Paul Charles, managing director of travel consulting firm PC Agency, said I that there are “several private conversations” between countries about Covid rates in the UK, but has not disclosed which countries are involved in these talks.
“I don’t think the countries will follow Morocco immediately, especially since they want to protect their tourism revenues halfway,” he said.
“But many are starting to seek assurances on UK Covid rates and the strategy to contain them.
“As Morocco has shown, other countries can put in place their own restrictions if they are worried about the UK rate hike.”
Mr Charles said it was “good news” for vacationers that other countries are “not rushing” to follow Morocco’s position.
The seven-day average of the number of daily Covid cases in the UK was around 680 per million of its population on Thursday, while in Morocco the figure is eight.
The corresponding rate in Spain is just under 40 cases per million, while in Italy it is 47 and in France 73.
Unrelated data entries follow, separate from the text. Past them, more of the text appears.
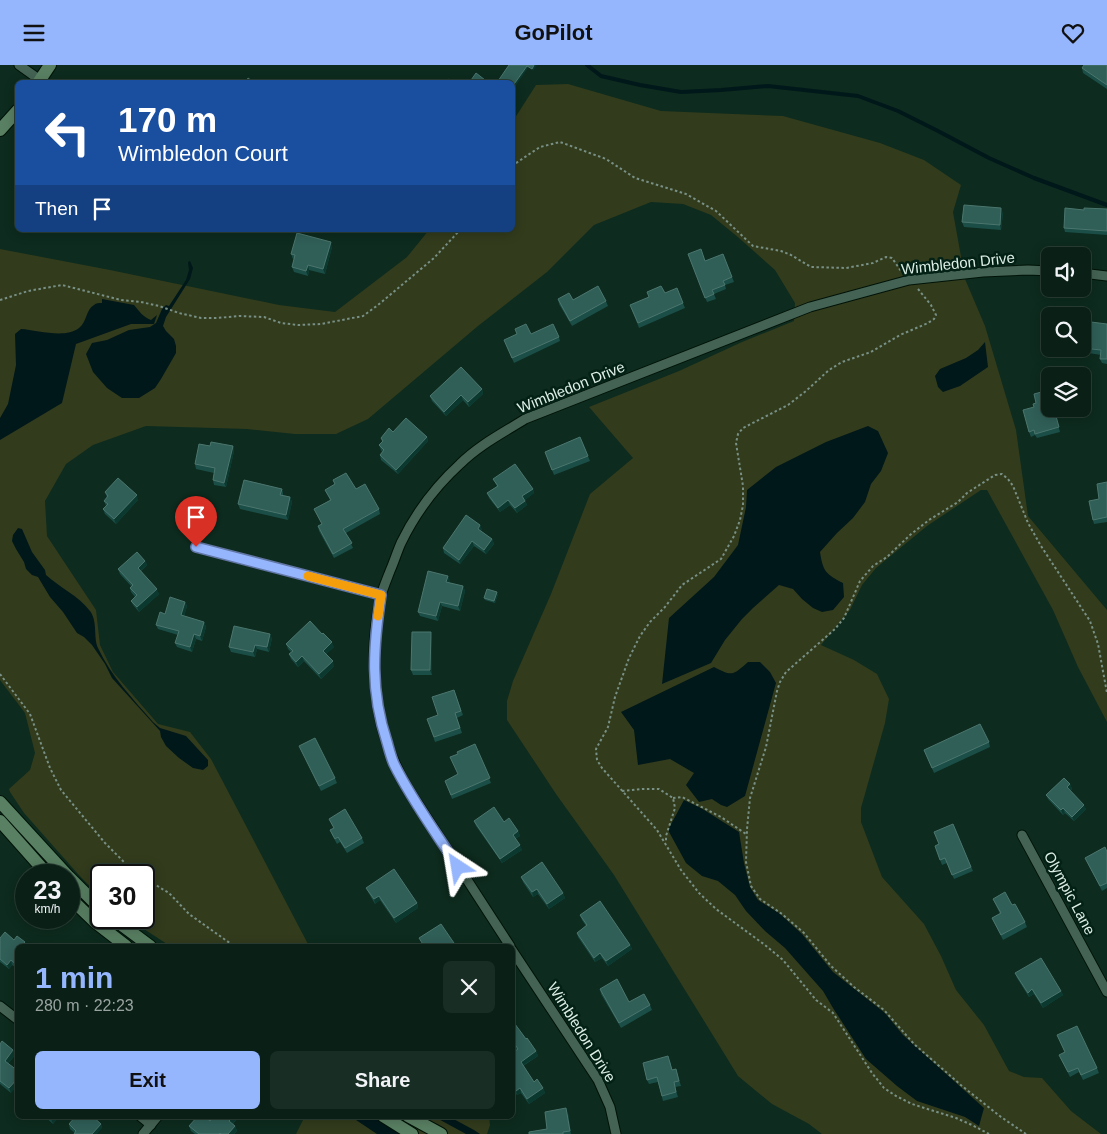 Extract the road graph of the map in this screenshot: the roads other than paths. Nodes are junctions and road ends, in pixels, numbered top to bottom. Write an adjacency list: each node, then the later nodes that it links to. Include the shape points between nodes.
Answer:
1 (19, 65): 3 (street)
2 (50, 65): 4 (street)
3 (38, 80)
4 (40, 80)
5 (15, 113): 6 (street)
6 (0, 130)
7 (1041, 270): 11 (street, Wimbledon Drive, via 909,280 810,307 525,419 484,444 460,463 438,487 401,542)
8 (1091, 274): 9 (street)
9 (1107, 276)
10 (196, 547): 11 (street)
11 (381, 595): 23 (street, Wimbledon Drive, via 376,625 375,691 381,725 394,763)
12 (0, 802): 16 (street)
13 (0, 821): 15 (street)
14 (1022, 835): 25 (street, Olympic Lane)
15 (38, 864)
16 (57, 864)
17 (80, 888): 18 (street)
18 (90, 898)
19 (80, 908): 21 (street)
20 (127, 929): 22 (street)
21 (123, 944)
22 (147, 944)
23 (509, 944)
24 (515, 955): 36 (street, Wimbledon Drive, via 598,1080 610,1107)
25 (1107, 991)
26 (0, 1006): 27 (street)
27 (15, 1018)
28 (144, 1119): 32 (street)
29 (156, 1119): 32 (street)
30 (388, 1119): 34 (street)
31 (414, 1119): 35 (street)
32 (151, 1125): 33 (street)
33 (143, 1134)
34 (412, 1134)
35 (441, 1134)
36 (616, 1134)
Cyprus and Greece register much higher rates, at 161 and 280 respectively. Greek Tourism Minister at the time, Harry Theoharis, said in July that the Greeks were “very, very happy” that the British were returning, despite an increase in infections after the borders reopened.
Spain’s tourist office said it is monitoring the situation but the same restrictions apply as those applied in June, which require travelers to show proof of vaccination, a recent negative PCR test or a cure from Covid- 19 in the past six months.
A spokesperson for the Cyprus Health Ministry said I that “there are no discussions” of a travel ban for UK tourists.
A spokesperson for the Malta Tourist Board, which on Thursday reported 17 new cases of coronavirus compared to more than 52,000 in the UK, said I that there was “nothing to indicate” a travel ban, adding: “Malta has one of the highest vaccination rates in Europe”.